BEGIN MATERIAL SHOWN

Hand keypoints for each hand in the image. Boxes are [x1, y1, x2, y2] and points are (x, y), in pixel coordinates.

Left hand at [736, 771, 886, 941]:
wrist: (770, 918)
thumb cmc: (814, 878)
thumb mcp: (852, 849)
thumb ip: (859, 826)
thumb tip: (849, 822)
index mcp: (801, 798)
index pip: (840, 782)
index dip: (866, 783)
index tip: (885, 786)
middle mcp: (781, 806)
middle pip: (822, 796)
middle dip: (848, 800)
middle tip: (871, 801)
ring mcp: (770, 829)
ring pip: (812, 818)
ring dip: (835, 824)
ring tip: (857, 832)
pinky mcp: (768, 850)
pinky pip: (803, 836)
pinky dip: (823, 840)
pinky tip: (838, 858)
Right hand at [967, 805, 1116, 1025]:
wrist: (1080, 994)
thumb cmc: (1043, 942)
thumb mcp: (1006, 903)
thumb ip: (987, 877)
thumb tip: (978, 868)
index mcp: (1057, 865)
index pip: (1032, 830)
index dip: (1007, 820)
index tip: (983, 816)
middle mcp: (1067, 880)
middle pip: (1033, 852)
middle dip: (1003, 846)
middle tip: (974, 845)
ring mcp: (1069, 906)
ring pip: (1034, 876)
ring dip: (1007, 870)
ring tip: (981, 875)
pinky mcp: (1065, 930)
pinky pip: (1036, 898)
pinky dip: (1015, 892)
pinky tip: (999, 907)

END MATERIAL SHOWN
BEGIN MATERIAL SHOWN

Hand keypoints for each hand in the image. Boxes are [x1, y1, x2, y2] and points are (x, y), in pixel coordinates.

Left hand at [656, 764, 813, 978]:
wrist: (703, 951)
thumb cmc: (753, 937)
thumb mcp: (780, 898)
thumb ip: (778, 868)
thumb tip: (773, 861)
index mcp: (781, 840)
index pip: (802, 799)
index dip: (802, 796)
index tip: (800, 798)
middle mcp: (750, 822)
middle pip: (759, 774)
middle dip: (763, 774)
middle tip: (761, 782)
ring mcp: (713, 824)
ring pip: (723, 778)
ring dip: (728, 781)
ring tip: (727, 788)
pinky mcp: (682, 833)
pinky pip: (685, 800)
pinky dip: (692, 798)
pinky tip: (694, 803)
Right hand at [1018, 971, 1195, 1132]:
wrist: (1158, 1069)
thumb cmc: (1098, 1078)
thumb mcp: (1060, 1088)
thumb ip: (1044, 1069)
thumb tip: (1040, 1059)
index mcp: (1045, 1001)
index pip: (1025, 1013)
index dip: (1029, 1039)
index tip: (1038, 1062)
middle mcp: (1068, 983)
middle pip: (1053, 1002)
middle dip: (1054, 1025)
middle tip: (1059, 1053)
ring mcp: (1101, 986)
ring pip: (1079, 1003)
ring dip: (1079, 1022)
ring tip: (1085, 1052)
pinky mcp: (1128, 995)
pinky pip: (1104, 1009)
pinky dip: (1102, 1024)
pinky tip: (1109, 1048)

END MATERIAL SHOWN
BEGIN MATERIAL SHOWN

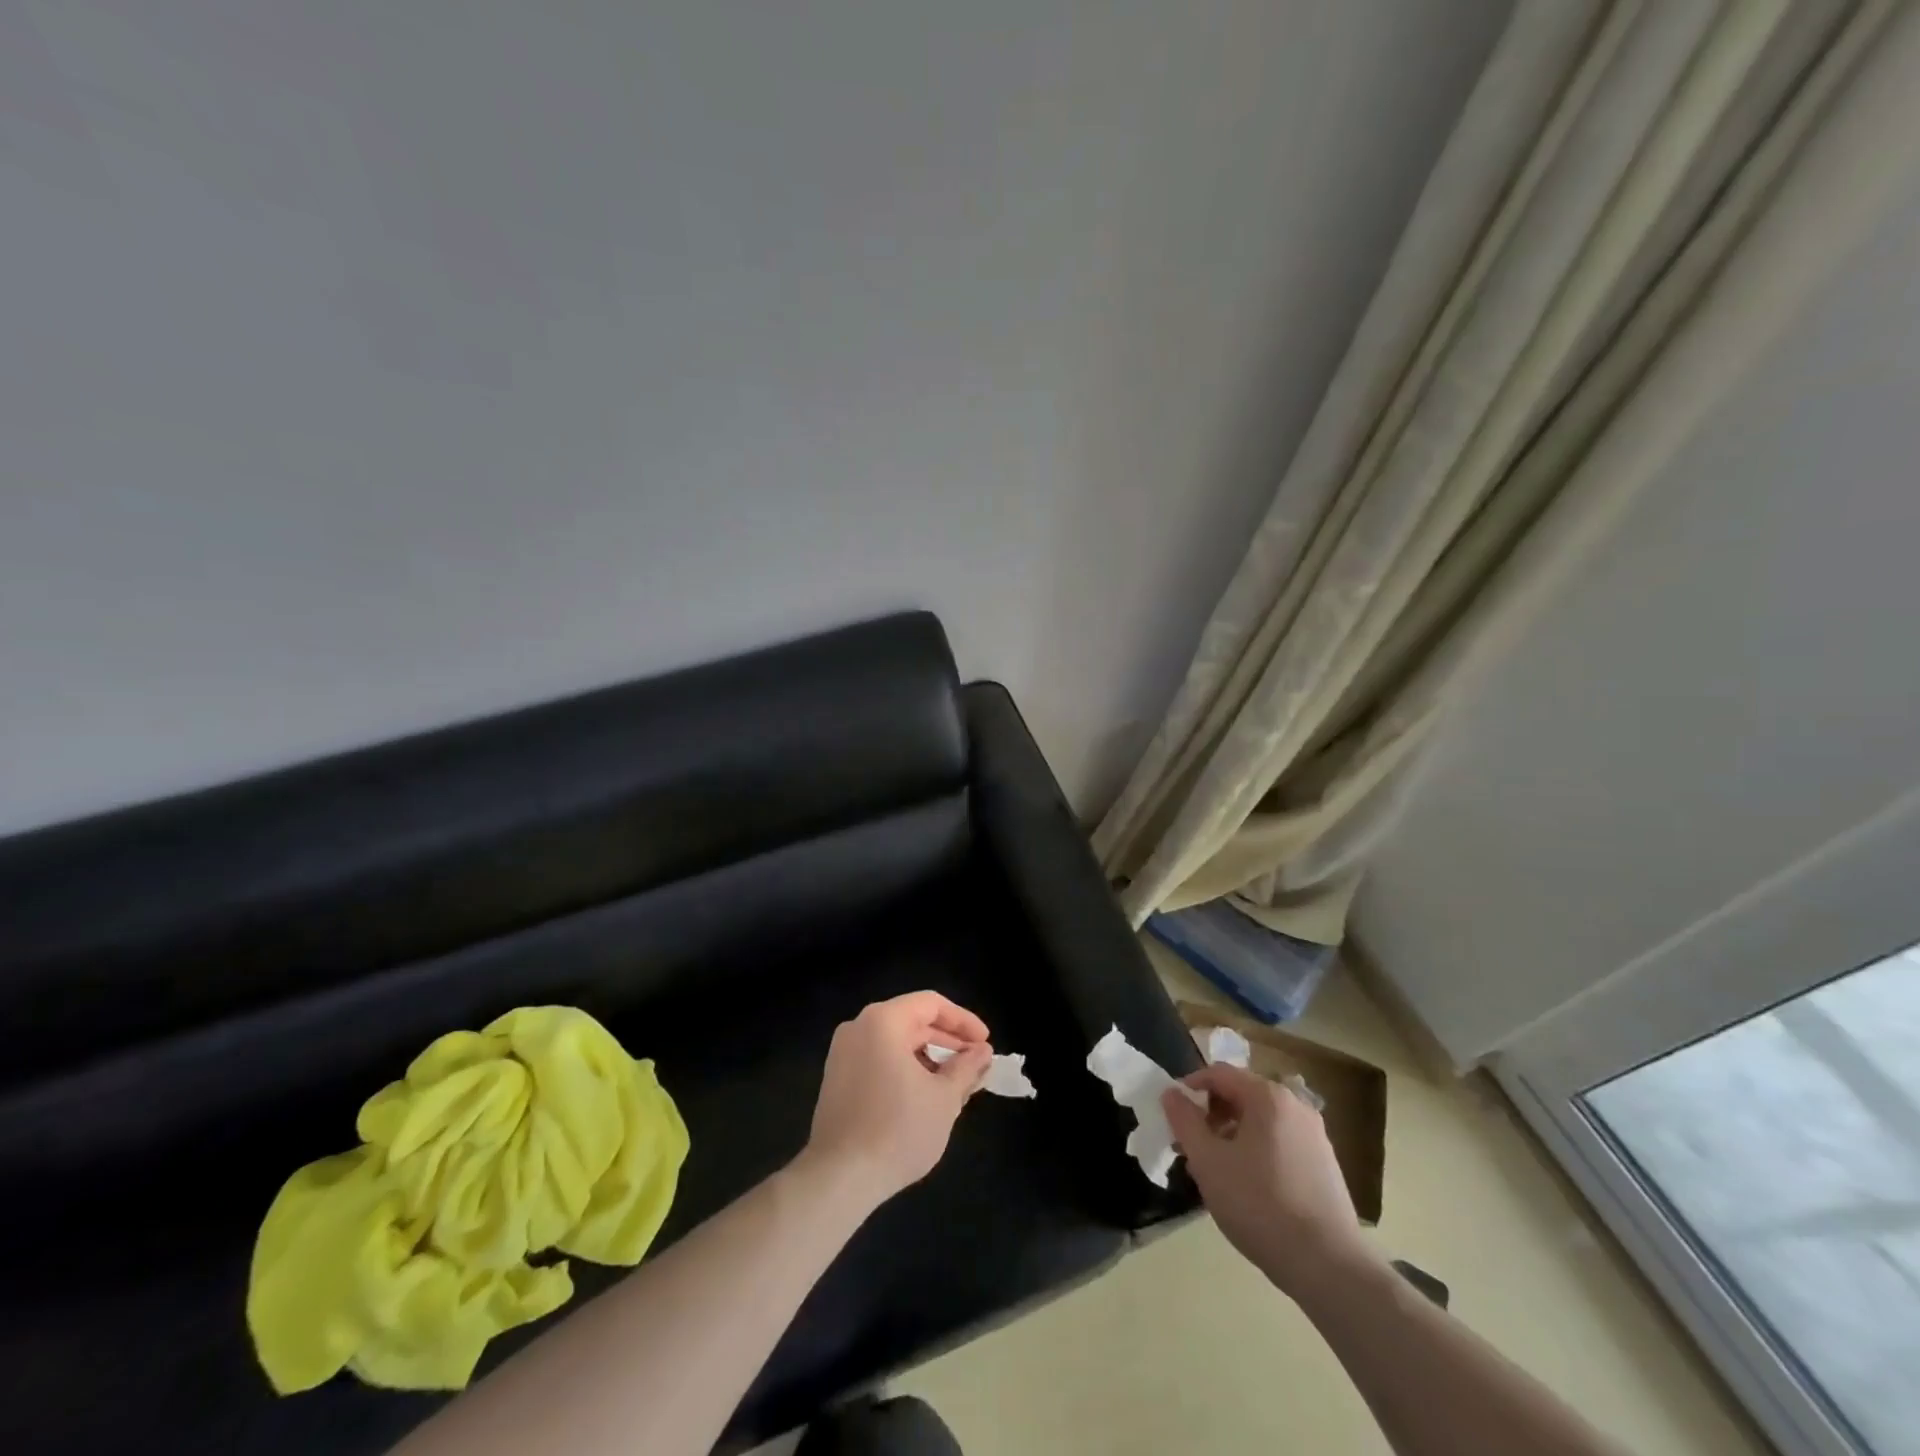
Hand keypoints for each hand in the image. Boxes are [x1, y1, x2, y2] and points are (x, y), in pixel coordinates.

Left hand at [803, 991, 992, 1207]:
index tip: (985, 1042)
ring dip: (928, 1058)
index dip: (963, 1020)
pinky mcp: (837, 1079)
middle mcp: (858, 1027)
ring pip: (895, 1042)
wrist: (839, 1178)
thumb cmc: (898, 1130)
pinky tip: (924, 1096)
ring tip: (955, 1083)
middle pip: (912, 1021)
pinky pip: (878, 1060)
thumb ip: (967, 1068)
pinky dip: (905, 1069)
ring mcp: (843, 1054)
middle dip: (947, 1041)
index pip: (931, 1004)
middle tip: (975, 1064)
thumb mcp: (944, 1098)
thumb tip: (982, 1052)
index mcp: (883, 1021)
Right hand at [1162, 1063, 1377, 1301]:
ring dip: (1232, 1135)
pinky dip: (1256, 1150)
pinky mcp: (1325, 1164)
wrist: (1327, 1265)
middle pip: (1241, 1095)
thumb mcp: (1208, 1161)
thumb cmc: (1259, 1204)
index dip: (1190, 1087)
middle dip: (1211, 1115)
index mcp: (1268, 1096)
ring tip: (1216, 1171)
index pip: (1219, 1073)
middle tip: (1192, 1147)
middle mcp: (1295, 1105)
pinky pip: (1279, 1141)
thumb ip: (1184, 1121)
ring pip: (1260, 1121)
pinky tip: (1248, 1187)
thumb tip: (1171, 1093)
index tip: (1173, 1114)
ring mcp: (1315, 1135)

END MATERIAL SHOWN

EXERCISE PROMPT
Please give the number of lines in the entries that contain the word "hand", and nothing besides it.

ANSWER AREA
9